A faithful copy of all the entries is required, with no pictures in it.

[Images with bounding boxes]
========================================================================

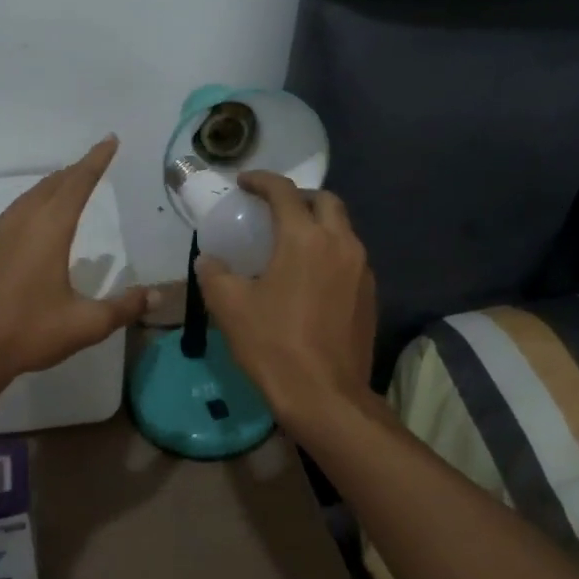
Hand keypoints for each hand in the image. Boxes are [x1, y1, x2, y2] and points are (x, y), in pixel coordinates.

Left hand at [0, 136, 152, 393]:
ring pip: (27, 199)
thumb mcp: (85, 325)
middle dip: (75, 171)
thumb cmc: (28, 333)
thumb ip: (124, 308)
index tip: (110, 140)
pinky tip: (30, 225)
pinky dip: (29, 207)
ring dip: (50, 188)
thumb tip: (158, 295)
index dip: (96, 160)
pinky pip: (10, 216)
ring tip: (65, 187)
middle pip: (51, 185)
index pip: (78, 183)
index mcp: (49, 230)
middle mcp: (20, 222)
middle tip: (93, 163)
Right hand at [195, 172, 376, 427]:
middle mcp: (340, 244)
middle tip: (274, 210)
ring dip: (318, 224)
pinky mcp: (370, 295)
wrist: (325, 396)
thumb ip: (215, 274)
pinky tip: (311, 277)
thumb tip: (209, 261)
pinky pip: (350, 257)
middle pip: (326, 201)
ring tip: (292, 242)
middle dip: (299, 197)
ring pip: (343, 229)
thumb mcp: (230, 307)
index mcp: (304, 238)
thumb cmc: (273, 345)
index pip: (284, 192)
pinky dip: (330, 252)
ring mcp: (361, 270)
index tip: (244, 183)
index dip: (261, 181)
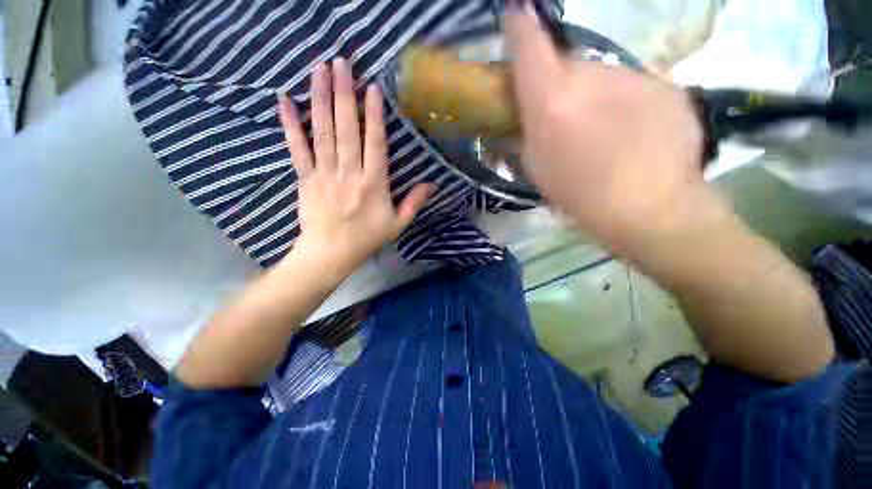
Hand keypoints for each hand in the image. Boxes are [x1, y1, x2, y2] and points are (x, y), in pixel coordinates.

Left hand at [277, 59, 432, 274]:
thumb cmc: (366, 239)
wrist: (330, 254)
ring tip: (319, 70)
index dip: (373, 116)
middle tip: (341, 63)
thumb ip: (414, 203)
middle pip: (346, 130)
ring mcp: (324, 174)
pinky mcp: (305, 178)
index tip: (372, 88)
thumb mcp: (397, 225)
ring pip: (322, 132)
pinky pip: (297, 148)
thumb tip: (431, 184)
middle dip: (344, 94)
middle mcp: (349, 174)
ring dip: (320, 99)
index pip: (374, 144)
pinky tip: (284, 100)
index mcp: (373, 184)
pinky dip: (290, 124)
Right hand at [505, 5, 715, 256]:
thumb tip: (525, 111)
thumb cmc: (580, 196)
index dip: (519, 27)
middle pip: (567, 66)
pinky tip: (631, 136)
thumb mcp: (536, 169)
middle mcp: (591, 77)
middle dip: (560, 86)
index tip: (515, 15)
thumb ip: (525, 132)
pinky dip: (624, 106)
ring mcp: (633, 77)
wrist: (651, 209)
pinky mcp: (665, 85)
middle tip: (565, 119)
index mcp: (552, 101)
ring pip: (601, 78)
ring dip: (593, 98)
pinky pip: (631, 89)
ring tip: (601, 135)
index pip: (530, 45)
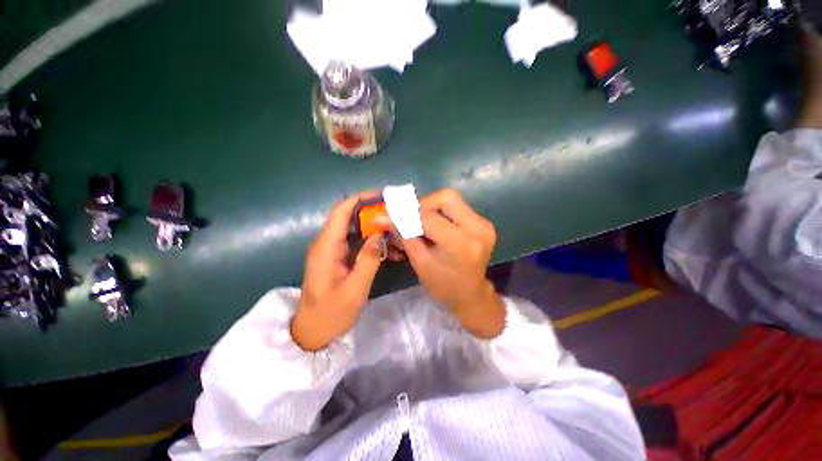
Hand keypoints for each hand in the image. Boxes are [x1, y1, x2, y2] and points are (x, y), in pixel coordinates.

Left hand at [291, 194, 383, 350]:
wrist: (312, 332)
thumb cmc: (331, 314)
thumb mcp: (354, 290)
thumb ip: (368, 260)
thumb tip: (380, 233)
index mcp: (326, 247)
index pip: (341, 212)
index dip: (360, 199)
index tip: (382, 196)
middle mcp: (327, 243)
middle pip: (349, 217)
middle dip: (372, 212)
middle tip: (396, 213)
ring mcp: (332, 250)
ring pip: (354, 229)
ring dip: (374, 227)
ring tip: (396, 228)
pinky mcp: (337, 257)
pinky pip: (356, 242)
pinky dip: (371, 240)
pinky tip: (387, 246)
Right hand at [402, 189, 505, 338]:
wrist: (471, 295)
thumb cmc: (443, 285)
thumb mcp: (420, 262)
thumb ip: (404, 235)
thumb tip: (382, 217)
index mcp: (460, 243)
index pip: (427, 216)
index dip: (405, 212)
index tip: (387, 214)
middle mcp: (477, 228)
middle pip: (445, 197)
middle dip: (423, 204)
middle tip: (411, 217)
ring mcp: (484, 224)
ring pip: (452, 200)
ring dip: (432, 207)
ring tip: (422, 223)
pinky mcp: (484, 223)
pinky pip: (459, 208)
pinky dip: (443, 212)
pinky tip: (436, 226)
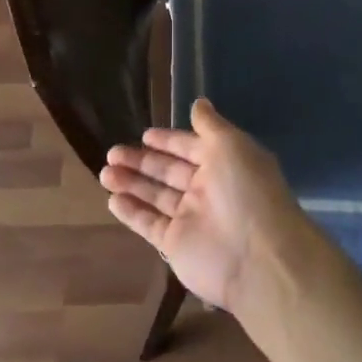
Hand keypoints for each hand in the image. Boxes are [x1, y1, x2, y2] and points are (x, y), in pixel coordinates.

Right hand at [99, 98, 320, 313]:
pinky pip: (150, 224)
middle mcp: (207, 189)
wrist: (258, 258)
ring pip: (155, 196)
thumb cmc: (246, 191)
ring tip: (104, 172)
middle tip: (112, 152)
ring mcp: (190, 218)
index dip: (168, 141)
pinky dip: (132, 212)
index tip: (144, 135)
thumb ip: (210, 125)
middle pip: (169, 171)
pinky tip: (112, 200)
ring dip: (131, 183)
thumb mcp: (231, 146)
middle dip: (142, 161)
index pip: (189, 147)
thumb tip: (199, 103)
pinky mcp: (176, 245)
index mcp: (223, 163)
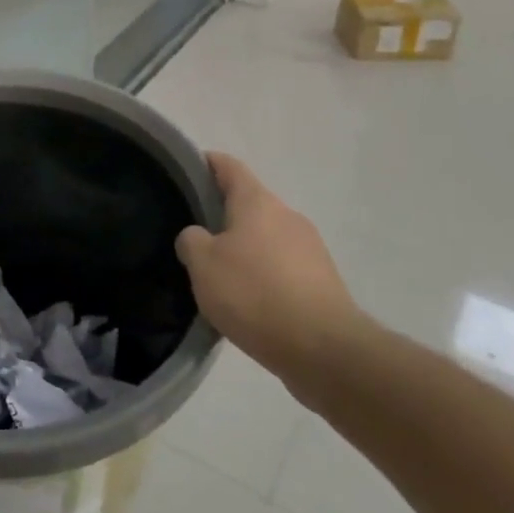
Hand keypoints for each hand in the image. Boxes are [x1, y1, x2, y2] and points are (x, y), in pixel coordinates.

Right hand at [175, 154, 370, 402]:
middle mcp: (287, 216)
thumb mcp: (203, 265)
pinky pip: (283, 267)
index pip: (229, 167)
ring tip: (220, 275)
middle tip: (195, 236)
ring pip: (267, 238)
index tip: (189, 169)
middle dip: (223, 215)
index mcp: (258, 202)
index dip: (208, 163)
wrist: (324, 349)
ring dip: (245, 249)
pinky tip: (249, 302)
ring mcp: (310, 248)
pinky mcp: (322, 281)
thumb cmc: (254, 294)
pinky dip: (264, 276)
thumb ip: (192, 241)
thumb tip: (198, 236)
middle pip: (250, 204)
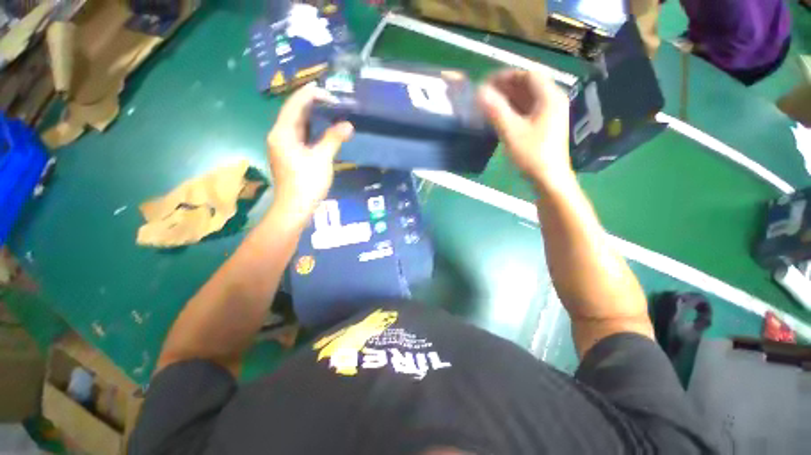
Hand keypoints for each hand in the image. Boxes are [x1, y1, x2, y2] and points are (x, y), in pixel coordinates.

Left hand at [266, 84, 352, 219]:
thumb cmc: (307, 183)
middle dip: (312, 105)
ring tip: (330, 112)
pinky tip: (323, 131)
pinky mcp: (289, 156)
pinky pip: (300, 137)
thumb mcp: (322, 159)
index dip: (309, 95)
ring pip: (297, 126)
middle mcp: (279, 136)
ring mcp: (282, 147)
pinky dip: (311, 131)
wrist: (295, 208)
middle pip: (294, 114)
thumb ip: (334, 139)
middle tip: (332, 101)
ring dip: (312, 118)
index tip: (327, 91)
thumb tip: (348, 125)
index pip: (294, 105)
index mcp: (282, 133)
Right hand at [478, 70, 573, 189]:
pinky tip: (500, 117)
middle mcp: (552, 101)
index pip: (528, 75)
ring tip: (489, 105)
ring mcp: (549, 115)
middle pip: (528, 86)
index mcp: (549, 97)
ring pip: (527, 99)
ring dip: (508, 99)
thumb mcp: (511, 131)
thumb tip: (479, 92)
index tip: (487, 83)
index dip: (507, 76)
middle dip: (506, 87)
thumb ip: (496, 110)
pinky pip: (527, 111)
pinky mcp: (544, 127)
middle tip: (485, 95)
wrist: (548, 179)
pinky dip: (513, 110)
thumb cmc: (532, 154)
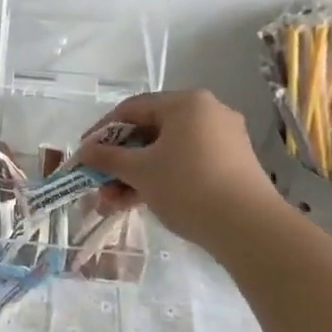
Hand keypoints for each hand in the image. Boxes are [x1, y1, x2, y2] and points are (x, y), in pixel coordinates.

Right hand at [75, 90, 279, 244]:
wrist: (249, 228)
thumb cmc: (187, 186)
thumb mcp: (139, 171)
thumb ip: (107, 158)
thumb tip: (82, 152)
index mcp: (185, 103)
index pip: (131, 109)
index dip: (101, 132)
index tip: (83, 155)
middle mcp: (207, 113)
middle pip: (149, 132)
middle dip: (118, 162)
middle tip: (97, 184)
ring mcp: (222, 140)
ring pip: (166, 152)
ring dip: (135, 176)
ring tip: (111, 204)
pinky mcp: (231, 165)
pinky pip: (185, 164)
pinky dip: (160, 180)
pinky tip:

========================================================================

Task result:
Hand keypoints for each hand in the image. Boxes are [x1, y1, x2, y2] and points are (x, y), in pixel coordinates.

Left hand at [0, 136, 152, 393]:
ring pip: (27, 199)
thumb mcp: (85, 325)
middle dip: (75, 171)
thumb cmc: (28, 333)
thumb ip: (124, 308)
index tip: (110, 140)
pinky tip: (30, 225)
pinky dip: (29, 207)
ring dip: (50, 188)
thumb tip: (158, 295)
index dip: (96, 160)
pinky pip: (10, 216)
ring tip: (65, 187)
middle pip: (51, 185)
index pip: (78, 183)
index mcp: (49, 230)
middle mcp: (20, 222)
middle tip: (93, 163)
Right hand at [195, 172, 376, 427]:
middle mcp: (340, 244)
middle tip: (274, 210)
ring dip: (318, 224)
pinky mcp: (370, 295)
wrist: (325, 396)
thumb ip: (215, 274)
pinky tip: (311, 277)
thumb tip: (209, 261)
pinky pip: (350, 257)
middle pip: (326, 201)
ring tip: (292, 242)
middle dip: (299, 197)
ring pip: (343, 229)
thumb mcp: (230, 307)
index mcp: (304, 238)
thumb cmc: (273, 345)
index pip: (284, 192)
pinky dip: (330, 252)
ring mcp: (361, 270)
index tip: (244, 183)
index dip: (261, 181)
Hand keypoints for each hand in the image. Boxes are [x1, y1, x2, y2] and points are (x, y), in pixel coordinates.

Left hand at [277, 59, 432, 274]:
thumb cmc: (366, 239)
wrist: (330, 254)
ring tip: (319, 70)
index dip: (373, 116)
middle tip: (341, 63)
thumb ip: (414, 203)
middle pip: (346, 130)
ring mcp: (324, 174)
pinky mcp: (305, 178)
index tip: (372, 88)
thumb mcp: (397, 225)
ring pip: (322, 132)
pinky pip: (297, 148)
thumb tip: (431, 184)
middle dip: (344, 94)
middle mcp: (349, 174)
ring dip: (320, 99)
index pip: (374, 144)
pinky tip: (284, 100)
index mcp: (373, 184)
pinky dip: (290, 124)
Right hand at [505, 5, 715, 256]:
thumb tip: (525, 111)
thumb cmc: (580, 196)
index dip: (519, 27)
middle pip: (567, 66)
pinky tip: (631, 136)
thumb mcp: (536, 169)
middle mcp: (591, 77)
middle dip: (560, 86)
index tip: (515, 15)
thumb ip: (525, 132)
pinky dip: (624, 106)
ring mcp: (633, 77)
wrist: (651, 209)
pinky mcp: (665, 85)
middle tip: (565, 119)
index mcp: (552, 101)
ring pip: (601, 78)
ring dip: (593, 98)
pinky pip: (631, 89)
ring tip: (601, 135)
index pip: (530, 45)
Hand keypoints for each hand in the image. Boxes are [x1, y1, x2, y2] and points are (x, y), in pixel coordinates.

Left hand at [291, 194, 383, 350]:
wrist: (312, 332)
thumb cmc: (331, 314)
thumb mcp: (354, 290)
thumb ip: (368, 260)
thumb tip: (380, 233)
index mcp: (326, 247)
index pip: (341, 212)
index dip: (360, 199)
index tip: (382, 196)
middle mcp: (327, 243)
middle pip: (349, 217)
middle dip: (372, 212)
middle tip: (396, 213)
ring mcp: (332, 250)
ring pip: (354, 229)
ring dip: (374, 227)
ring tip: (396, 228)
pinky mcp: (337, 257)
pinky pip: (356, 242)
pinky dip: (371, 240)
pinky tip: (387, 246)
Right hand at [402, 189, 505, 338]:
wrist: (471, 295)
thumb cmc: (443, 285)
thumb mcp: (420, 262)
thumb ip: (404, 235)
thumb tip: (382, 217)
index mcp: (460, 243)
index pip: (427, 216)
index dip: (405, 212)
index tip: (387, 214)
middle mcp: (477, 228)
middle pip: (445, 197)
middle dip: (423, 204)
middle tip: (411, 217)
ring mcp: (484, 224)
ring pip: (452, 200)
ring dip: (432, 207)
ring tip: (422, 223)
pinky mcp: (484, 223)
pinky pip: (459, 208)
pinky dip: (443, 212)
pinky tip: (436, 226)
Hand keypoints for each hand in the image. Boxes are [x1, y1, x2, y2] and points are (x, y), in pixel coordinates.

Right hand at [99, 98, 320, 313]:
pinky pip: (150, 224)
middle mcp: (207, 189)
wrist: (258, 258)
ring pip: (155, 196)
thumb cmc: (246, 191)
ring tip: (104, 172)
middle tip: (112, 152)
ring mcp: (190, 218)
index dip: (168, 141)
pinky dip: (132, 212)
index tip: (144, 135)
thumb ip: (210, 125)
middle pip: (169, 171)
pinky tip: (112, 200)
ring dip: (131, 183)
thumb mcp: (231, 146)
middle dip: (142, 161)
index pip: (189, 147)
thumb tip: (199, 103)
pinky mcp: (176, 245)
index mcp: (223, 163)
Hand keypoints for each hand in the image. Boxes are [x1, y1, x2, y2] and points are (x, y), in pixel coordinates.

Right hand at [175, 154, 370, 402]:
middle mcp: (287, 216)
thumb mcp: (203, 265)
pinky pip: (283, 267)
index pip: (229, 167)
ring tip: (220, 275)
middle tip: (195, 236)
ring pip: (267, 238)
index tip: (189, 169)
middle dip: (223, 215)
index mcp: (258, 202)
index dip: (208, 163)
wrist: (324, 349)
ring dip: (245, 249)
pinky tip: (249, 302)
ring mcp: (310, 248)
pinky mcp: (322, 281)
thumb cmc: (254, 294)
pinky dip: (264, 276)
thumb ip: (192, 241)
thumb tip: (198, 236)
middle pip: (250, 204)
Hand keypoints for each hand in the image. Boxes are [x1, y1, x2, y2] and points are (x, y), in pixel coordinates.

Left hand at [266, 84, 352, 219]:
thumb cmc: (307, 183)
middle dip: (312, 105)
ring tip: (330, 112)
pinky tip: (323, 131)
pinky mcp: (289, 156)
pinky pip: (300, 137)
thumb mcp: (322, 159)
index dip: (309, 95)
ring pip: (297, 126)
middle mcp: (279, 136)
ring mcp: (282, 147)
pinky dip: (311, 131)
wrist: (295, 208)
middle pip: (294, 114)
thumb ip: (334, 139)
middle tip: (332, 101)
ring dip: (312, 118)
index tip: (327, 91)
thumb tip: (348, 125)
index pip: (294, 105)
index mcp: (282, 133)
Right hand at [478, 70, 573, 189]:
pinky tip: (500, 117)
middle mcp: (552, 101)
index pip: (528, 75)
ring tip: (489, 105)
ring mcp: (549, 115)
middle pip: (528, 86)
index mcp: (549, 97)
ring pip: (527, 99)
ring dip: (508, 99)
thumb mcp: (511, 131)
thumb tip: (479, 92)
index tip: (487, 83)
index dip: (507, 76)
middle dip: (506, 87)
thumb ip: (496, 110)
pinky pip: (527, 111)
pinky mcp: (544, 127)
middle tip: (485, 95)
wrist: (548, 179)
pinky dip: (513, 110)
thumb cmc: (532, 154)
Hand keypoints for each hand in the image. Boxes are [x1, y1, x2, y2] and points are (x, y), in pixel coordinates.

Right hand at [75, 90, 279, 244]:
wrist: (249, 228)
thumb cmc: (187, 186)
thumb mcp: (139, 171)
thumb ip: (107, 158)
thumb tip: (82, 152)
index mcp: (185, 103)
index pip: (131, 109)
index dip: (101, 132)
index tip: (83, 155)
middle mcp: (207, 113)
middle pip: (149, 132)
middle dip: (118, 162)
middle tip: (97, 184)
ring mcp: (222, 140)
ring pip: (166, 152)
ring dip: (135, 176)
ring tip: (111, 204)
pinky mcp: (231, 165)
pinky pip: (185, 164)
pinky dip: (160, 180)
pinky tip:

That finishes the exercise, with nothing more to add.